**Task item**
From the records that follow, copy every line that contains the word "SAVAPARAMBU".

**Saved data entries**
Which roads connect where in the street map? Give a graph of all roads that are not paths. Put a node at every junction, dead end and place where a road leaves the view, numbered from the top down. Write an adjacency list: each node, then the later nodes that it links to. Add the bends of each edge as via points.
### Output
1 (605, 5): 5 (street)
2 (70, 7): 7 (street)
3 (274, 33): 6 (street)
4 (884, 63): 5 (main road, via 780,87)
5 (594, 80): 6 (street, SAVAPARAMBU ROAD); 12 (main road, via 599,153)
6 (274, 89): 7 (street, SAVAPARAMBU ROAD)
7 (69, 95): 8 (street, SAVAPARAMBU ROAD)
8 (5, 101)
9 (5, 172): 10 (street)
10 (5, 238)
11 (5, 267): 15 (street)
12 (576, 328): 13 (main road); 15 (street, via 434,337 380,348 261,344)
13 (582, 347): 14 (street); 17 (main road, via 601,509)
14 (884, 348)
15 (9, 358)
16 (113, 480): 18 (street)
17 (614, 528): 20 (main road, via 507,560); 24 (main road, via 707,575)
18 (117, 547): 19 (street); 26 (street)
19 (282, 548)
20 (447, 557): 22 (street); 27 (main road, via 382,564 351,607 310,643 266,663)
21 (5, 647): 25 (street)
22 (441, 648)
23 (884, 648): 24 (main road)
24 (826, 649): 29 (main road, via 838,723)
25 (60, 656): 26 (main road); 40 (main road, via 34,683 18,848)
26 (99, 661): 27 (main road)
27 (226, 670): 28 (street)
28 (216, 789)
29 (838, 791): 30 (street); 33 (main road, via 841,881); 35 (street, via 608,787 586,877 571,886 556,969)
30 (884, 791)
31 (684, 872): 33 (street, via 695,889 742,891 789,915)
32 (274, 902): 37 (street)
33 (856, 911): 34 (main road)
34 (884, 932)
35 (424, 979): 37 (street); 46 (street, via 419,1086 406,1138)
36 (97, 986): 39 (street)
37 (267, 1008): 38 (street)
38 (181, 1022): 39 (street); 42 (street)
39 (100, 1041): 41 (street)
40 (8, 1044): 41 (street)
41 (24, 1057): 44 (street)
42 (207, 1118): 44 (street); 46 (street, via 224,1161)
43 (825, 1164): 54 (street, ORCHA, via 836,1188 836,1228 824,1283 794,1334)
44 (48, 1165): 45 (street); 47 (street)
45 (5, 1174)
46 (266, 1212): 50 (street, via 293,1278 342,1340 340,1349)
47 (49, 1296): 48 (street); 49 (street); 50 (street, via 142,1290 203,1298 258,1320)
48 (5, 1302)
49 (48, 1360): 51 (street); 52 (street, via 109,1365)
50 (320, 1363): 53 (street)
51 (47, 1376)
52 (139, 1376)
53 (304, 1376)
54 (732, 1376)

**Answer box**
5 (594, 80): 6 (street, SAVAPARAMBU ROAD); 12 (main road, via 599,153)
6 (274, 89): 7 (street, SAVAPARAMBU ROAD)
7 (69, 95): 8 (street, SAVAPARAMBU ROAD)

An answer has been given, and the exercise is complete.